(To do):
Whichever lines of the material contain "Verdure", copy each of them.

(Dataset content):
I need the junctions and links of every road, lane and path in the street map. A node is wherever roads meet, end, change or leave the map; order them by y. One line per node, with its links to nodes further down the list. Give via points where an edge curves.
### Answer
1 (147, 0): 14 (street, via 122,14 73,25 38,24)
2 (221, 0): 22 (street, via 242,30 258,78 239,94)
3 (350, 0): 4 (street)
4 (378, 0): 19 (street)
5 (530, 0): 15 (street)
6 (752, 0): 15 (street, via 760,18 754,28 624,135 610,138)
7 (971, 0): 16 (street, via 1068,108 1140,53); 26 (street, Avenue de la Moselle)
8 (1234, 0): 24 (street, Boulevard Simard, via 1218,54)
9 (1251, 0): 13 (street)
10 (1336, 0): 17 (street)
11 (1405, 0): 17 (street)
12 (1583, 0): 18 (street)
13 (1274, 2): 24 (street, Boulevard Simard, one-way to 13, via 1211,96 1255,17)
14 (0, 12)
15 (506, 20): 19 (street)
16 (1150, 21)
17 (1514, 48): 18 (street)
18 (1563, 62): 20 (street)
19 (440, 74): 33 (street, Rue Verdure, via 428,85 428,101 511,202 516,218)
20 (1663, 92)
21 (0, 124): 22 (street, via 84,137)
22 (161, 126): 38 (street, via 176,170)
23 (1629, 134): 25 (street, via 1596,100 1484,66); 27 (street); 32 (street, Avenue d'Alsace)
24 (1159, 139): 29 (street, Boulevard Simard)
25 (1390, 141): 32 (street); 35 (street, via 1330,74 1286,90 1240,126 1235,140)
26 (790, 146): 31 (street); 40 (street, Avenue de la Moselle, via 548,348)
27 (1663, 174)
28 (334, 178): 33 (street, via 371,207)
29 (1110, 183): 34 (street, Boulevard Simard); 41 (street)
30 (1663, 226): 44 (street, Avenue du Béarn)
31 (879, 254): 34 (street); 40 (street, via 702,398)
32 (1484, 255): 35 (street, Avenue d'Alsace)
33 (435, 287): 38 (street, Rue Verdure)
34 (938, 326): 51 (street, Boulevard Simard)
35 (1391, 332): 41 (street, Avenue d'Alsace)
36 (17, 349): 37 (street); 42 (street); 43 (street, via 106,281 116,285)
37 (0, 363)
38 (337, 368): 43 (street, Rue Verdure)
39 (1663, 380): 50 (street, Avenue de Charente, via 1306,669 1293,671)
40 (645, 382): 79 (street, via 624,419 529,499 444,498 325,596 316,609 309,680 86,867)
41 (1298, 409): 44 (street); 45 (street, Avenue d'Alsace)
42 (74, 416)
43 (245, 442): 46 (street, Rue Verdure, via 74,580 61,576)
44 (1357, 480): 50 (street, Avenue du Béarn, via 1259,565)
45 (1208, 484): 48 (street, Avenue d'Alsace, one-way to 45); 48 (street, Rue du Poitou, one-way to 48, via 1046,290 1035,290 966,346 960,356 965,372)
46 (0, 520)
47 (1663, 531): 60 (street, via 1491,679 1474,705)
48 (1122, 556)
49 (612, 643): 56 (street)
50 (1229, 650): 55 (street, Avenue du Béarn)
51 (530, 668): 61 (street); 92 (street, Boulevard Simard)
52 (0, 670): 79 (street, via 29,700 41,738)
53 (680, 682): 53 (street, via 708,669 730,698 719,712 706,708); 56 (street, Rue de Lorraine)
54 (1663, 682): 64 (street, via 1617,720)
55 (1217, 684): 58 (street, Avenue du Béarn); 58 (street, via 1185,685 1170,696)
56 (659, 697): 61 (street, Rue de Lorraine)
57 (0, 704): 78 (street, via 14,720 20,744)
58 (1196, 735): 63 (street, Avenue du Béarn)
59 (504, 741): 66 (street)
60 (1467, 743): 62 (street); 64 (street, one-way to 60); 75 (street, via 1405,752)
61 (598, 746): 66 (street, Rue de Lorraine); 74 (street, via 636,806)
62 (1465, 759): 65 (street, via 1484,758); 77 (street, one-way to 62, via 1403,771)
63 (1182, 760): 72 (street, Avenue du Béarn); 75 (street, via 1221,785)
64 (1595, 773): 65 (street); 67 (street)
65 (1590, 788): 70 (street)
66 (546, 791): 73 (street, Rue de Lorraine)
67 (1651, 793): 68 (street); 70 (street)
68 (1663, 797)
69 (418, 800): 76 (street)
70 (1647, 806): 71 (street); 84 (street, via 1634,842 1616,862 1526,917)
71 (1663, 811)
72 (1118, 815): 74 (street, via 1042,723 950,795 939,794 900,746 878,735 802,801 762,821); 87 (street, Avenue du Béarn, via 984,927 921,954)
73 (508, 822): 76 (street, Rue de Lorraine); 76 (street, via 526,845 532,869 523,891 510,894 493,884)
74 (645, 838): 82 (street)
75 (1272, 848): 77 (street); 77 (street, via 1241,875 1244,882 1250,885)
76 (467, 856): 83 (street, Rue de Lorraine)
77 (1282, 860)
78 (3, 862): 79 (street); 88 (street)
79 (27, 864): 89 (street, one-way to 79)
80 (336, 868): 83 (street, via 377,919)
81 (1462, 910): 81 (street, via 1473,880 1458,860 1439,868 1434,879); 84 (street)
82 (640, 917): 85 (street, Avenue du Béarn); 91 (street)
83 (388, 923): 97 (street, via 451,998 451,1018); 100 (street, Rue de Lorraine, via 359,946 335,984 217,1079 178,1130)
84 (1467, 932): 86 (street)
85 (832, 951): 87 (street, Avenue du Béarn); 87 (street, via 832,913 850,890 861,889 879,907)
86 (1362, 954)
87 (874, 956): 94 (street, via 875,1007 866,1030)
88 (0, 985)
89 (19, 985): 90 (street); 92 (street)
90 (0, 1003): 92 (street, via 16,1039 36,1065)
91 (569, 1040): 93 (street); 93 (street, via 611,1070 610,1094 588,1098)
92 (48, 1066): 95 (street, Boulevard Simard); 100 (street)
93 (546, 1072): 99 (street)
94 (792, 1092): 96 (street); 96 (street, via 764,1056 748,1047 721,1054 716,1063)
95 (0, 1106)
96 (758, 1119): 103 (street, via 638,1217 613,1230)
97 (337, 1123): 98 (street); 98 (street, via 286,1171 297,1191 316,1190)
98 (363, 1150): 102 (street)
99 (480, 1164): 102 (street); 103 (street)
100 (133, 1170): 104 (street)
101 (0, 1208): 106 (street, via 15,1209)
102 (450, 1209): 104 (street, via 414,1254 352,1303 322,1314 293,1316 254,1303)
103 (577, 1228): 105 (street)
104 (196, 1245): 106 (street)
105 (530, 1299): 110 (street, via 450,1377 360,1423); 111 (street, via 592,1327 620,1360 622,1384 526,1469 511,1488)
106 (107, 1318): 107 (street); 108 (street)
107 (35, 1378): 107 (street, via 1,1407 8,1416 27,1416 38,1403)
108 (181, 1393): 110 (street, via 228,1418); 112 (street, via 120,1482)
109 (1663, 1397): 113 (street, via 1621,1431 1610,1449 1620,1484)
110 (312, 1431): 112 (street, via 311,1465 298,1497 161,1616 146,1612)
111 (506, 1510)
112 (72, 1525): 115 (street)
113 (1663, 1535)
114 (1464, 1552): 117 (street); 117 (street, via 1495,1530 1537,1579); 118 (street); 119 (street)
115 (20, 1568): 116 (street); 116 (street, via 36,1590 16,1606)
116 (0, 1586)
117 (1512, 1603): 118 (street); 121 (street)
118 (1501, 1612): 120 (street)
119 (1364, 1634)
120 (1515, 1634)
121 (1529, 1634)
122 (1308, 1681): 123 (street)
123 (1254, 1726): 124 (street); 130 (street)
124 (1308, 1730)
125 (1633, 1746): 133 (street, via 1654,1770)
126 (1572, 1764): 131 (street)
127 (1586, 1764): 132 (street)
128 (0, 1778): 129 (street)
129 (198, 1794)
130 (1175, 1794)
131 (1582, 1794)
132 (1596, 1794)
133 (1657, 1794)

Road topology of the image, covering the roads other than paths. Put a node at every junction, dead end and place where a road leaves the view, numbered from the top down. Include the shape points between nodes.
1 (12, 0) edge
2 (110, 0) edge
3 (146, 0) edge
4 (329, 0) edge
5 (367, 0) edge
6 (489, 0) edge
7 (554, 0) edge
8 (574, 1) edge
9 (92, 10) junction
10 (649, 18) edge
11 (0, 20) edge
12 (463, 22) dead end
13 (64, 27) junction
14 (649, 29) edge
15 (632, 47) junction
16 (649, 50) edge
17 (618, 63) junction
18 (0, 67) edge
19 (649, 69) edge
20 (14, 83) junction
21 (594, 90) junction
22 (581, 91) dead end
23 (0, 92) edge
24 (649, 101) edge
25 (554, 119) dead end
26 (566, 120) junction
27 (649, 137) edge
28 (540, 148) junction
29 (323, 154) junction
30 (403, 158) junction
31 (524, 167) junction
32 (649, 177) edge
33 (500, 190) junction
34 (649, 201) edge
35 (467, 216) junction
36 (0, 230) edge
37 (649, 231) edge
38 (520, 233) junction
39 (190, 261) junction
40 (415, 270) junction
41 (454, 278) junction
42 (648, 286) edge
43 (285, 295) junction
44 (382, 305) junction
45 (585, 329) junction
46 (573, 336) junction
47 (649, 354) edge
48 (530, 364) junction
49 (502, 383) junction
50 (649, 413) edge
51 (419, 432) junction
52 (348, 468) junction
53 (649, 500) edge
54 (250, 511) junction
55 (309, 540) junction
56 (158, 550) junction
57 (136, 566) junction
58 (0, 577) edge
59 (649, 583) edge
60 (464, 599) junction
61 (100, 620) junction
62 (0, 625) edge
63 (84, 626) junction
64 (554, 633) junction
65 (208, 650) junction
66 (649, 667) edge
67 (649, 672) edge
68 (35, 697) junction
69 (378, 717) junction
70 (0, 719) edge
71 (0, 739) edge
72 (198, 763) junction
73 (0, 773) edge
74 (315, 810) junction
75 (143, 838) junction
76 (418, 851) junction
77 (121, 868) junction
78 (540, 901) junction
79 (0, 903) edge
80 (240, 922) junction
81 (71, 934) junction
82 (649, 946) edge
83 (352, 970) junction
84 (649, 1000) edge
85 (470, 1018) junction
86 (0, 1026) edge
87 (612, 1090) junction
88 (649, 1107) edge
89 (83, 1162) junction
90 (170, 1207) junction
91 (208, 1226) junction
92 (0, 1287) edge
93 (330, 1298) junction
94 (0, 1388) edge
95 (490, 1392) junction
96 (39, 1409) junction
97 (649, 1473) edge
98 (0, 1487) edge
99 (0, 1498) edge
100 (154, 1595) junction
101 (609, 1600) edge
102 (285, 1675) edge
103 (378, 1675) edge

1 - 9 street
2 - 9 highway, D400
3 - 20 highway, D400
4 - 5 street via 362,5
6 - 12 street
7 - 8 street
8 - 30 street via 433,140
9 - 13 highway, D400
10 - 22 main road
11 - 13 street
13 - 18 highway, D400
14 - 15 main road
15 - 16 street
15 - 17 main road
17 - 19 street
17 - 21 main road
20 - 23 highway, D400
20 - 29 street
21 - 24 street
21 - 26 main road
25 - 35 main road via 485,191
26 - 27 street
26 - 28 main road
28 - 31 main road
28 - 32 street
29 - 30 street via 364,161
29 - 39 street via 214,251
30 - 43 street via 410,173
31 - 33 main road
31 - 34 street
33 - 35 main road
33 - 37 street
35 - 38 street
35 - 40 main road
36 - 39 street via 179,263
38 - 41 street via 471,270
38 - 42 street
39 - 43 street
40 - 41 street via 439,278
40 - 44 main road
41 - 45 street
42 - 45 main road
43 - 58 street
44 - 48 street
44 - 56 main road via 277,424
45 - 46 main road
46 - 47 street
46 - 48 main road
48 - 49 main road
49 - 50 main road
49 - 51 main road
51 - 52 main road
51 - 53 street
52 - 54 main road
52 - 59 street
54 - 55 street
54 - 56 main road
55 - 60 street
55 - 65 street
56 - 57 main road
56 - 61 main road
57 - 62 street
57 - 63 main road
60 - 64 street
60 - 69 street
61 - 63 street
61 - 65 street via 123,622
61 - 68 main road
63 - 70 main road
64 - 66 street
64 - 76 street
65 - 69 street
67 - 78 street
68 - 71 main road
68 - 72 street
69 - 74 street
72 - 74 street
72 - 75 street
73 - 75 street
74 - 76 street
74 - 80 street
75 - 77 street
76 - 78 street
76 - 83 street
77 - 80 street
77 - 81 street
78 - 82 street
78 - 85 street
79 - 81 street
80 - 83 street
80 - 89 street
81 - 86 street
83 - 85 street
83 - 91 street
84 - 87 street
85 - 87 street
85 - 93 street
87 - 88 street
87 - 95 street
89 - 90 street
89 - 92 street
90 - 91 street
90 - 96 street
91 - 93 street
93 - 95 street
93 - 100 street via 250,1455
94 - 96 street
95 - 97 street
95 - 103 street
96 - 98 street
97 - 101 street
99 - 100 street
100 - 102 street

(Answer space):
19 (440, 74): 33 (street, Rue Verdure, via 428,85 428,101 511,202 516,218)
33 (435, 287): 38 (street, Rue Verdure)
38 (337, 368): 43 (street, Rue Verdure)
43 (245, 442): 46 (street, Rue Verdure, via 74,580 61,576)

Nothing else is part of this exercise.